著者
金城 明美 浦崎 武 Kinjo Akemi Urasaki Takeshi
出版者
琉球大学教育学部附属障害児教育実践センター
雑誌
琉球大学教育学部障害児教育実践センタ-紀要 (ISSN:13450476)
巻号頁・発行日
no.10, pp.129-143, 2008

「発達を形成的に考えると違う視点が見えてくる」(浜田2007)ことを踏まえ,広汎性発達障害の子どもは,生活する沖縄の自然風土文化の中で,かかわりがどう編み直され形成されていくか検討する。この事例は,自然環境そのものに青や緑の明るい色彩が存在する沖縄に在住するY児であり,かかわる特別支援学級の少人数メンバーと担任,学校,母親と,Y児のふるまいとの間にみるやりとりである。Y児は,沖縄県に多くみられる三角頭蓋手術というエピソードを持つ。
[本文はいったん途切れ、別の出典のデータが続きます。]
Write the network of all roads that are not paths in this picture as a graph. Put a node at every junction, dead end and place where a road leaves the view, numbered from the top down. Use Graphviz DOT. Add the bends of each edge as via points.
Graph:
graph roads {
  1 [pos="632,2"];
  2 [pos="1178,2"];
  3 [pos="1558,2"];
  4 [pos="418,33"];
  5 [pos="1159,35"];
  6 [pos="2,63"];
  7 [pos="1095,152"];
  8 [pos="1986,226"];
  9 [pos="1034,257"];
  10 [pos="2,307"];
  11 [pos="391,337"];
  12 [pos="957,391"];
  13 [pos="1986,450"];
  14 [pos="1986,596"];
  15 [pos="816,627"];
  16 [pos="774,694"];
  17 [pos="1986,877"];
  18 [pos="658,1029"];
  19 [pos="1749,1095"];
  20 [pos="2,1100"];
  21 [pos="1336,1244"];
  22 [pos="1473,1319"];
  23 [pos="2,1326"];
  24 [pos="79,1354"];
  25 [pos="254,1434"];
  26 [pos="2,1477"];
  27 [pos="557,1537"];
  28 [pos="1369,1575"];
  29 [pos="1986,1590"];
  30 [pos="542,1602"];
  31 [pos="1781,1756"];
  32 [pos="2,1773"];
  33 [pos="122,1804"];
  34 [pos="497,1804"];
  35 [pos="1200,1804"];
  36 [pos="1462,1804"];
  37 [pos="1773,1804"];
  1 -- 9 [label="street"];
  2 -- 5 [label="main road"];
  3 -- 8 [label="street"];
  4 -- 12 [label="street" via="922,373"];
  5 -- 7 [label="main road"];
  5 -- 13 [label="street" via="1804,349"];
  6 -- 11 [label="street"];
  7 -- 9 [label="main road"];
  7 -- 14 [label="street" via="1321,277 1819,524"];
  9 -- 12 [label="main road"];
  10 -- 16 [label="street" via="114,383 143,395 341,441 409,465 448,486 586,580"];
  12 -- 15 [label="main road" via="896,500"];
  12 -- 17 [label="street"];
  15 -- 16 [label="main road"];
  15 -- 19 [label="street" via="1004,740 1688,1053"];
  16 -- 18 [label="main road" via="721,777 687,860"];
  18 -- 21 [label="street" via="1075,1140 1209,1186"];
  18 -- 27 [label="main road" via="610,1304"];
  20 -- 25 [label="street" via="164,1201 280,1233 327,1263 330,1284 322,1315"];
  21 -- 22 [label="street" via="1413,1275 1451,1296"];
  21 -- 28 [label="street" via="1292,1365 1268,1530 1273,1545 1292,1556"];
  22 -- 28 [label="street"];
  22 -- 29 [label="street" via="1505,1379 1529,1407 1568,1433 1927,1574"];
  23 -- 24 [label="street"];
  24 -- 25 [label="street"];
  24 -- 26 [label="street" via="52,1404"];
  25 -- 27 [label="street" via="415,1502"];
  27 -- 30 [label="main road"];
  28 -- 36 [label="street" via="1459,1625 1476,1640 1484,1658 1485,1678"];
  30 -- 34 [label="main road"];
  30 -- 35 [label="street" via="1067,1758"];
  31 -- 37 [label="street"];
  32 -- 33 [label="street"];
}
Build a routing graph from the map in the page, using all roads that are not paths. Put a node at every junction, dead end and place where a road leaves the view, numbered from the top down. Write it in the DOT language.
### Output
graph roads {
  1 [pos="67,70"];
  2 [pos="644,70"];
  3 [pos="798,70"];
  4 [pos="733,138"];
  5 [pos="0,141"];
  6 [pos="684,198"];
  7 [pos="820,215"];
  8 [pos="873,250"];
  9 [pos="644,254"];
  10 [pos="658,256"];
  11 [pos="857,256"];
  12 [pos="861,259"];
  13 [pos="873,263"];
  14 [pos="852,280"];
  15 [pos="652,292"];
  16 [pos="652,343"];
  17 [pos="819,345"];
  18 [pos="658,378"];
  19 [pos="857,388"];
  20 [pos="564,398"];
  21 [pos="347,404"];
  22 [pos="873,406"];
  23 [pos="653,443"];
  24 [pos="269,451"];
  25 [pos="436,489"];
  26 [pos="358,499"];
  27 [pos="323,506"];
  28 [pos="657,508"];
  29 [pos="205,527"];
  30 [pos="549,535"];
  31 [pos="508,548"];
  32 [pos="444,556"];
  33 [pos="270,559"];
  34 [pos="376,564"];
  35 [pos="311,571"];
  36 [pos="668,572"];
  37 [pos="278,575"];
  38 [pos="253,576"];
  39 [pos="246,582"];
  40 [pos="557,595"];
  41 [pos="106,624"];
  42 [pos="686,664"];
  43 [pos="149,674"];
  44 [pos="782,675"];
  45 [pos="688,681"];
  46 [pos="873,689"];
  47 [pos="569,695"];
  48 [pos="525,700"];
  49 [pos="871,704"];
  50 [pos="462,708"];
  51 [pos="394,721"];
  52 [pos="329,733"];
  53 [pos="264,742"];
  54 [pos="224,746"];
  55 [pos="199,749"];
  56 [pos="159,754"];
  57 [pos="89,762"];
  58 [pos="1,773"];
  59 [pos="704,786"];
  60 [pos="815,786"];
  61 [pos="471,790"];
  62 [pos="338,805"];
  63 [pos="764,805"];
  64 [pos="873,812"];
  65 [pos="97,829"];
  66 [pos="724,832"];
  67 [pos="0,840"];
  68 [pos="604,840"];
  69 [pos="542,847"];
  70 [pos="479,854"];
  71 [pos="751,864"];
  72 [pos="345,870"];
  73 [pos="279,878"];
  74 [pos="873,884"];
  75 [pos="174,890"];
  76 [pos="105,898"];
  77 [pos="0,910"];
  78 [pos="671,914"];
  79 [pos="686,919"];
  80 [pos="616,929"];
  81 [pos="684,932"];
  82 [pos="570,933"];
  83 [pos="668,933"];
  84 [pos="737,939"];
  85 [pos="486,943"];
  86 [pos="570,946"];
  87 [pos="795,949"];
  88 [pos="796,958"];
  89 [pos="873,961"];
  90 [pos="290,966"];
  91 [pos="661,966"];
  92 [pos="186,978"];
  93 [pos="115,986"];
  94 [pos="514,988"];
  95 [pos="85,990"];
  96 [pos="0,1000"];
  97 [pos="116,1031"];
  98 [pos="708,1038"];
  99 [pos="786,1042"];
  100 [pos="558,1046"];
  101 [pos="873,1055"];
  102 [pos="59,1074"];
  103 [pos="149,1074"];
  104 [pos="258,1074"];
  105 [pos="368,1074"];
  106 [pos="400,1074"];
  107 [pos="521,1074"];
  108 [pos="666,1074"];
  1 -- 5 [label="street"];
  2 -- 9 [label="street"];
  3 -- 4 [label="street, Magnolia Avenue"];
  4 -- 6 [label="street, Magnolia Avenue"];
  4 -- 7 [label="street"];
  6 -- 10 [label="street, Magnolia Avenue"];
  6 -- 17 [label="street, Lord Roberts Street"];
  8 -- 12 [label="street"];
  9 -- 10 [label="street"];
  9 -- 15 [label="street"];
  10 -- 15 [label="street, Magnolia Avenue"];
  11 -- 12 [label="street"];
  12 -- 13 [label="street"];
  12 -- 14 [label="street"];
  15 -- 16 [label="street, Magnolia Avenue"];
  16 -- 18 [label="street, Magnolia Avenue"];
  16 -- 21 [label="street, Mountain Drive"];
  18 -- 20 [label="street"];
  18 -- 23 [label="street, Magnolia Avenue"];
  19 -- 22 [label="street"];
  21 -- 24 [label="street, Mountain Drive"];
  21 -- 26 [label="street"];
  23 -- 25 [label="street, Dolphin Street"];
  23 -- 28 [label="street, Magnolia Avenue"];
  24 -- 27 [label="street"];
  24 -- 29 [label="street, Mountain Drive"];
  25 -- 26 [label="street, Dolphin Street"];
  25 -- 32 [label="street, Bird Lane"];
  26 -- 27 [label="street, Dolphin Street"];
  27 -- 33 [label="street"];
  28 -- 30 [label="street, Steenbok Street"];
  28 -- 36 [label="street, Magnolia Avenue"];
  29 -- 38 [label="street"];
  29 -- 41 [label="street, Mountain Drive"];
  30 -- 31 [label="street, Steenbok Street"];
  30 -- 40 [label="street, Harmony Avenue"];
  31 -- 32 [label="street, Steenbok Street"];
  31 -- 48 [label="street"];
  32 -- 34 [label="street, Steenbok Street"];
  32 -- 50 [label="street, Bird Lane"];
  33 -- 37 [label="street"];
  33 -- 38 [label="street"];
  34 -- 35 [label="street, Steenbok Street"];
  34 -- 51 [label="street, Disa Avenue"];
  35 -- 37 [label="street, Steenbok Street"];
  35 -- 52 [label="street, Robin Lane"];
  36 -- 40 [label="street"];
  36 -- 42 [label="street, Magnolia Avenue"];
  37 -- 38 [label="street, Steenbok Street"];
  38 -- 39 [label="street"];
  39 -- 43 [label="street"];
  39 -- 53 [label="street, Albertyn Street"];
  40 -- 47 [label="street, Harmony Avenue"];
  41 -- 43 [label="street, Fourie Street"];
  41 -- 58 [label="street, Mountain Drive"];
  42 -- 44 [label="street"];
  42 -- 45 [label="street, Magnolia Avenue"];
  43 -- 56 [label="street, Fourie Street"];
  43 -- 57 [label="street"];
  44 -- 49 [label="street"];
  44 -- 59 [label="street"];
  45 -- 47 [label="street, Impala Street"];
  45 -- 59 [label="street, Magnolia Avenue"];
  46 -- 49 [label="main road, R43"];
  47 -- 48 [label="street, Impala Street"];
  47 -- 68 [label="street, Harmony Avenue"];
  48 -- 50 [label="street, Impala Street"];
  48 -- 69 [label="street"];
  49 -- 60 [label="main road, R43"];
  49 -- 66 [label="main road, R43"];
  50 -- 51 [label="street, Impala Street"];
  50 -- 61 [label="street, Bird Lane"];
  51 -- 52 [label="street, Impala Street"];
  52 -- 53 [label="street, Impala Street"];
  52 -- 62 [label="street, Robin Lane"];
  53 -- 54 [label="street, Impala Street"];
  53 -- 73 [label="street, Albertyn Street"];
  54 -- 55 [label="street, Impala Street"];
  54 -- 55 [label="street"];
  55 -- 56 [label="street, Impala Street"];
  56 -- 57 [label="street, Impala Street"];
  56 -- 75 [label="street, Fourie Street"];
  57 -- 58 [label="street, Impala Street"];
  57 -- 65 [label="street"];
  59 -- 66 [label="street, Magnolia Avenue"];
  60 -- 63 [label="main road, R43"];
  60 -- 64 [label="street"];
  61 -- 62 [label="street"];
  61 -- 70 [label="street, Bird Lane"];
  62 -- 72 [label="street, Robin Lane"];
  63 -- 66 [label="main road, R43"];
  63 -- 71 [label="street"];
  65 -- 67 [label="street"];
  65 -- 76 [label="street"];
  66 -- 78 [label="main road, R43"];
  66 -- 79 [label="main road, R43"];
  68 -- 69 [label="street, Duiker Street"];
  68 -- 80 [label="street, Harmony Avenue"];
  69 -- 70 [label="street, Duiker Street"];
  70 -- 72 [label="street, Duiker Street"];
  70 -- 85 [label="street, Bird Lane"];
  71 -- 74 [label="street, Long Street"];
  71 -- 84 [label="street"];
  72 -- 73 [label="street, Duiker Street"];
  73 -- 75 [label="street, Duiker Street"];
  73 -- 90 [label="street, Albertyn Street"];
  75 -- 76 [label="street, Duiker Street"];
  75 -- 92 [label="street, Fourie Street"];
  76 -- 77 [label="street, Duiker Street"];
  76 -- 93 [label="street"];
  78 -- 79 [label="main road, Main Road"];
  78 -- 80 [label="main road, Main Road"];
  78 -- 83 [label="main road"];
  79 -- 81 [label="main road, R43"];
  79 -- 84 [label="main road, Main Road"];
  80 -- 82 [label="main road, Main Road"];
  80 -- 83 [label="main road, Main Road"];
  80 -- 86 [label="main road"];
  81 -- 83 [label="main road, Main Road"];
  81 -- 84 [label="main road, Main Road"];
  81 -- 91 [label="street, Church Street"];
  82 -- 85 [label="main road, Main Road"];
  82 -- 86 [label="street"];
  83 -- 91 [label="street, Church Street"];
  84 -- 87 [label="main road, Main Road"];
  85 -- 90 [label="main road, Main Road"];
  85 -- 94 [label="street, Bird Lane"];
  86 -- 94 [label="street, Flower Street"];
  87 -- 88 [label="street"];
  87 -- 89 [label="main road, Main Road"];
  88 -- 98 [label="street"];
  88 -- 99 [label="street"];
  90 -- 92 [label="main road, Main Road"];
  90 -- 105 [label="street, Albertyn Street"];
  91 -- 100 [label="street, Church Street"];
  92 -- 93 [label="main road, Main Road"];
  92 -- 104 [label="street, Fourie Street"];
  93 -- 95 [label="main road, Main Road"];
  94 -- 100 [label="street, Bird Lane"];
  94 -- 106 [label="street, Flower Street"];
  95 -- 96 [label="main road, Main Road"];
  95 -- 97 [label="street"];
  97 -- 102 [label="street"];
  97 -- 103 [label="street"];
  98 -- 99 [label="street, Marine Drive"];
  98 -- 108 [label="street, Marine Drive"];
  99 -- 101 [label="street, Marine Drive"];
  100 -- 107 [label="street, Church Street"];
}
言葉という世界に遅れがあるY児への母親の願いは,「言葉がでるようになってほしい」であった。この提示によって学校の枠組みが構成されていくが,支援学級少人数メンバーと担任は,母親の願いよりも「どうつきあうか」が意識されていく。「怒りの表出」「模倣」「肯定的な言葉」等,支援学級内でわき起こる状況は,多様なかかわりの中にある。母親の感情と言葉は,言葉に遅れのあるY児のふるまいを受けた言葉であり,Y児を中心に編み直されていく。編み直しの中でY児は,「笑い」が増え模写と記名が形成されていく。周囲は「見せるかかわり」から,「かかわる人々の広がり」となり「沖縄が意図されていく」という構成をたどる。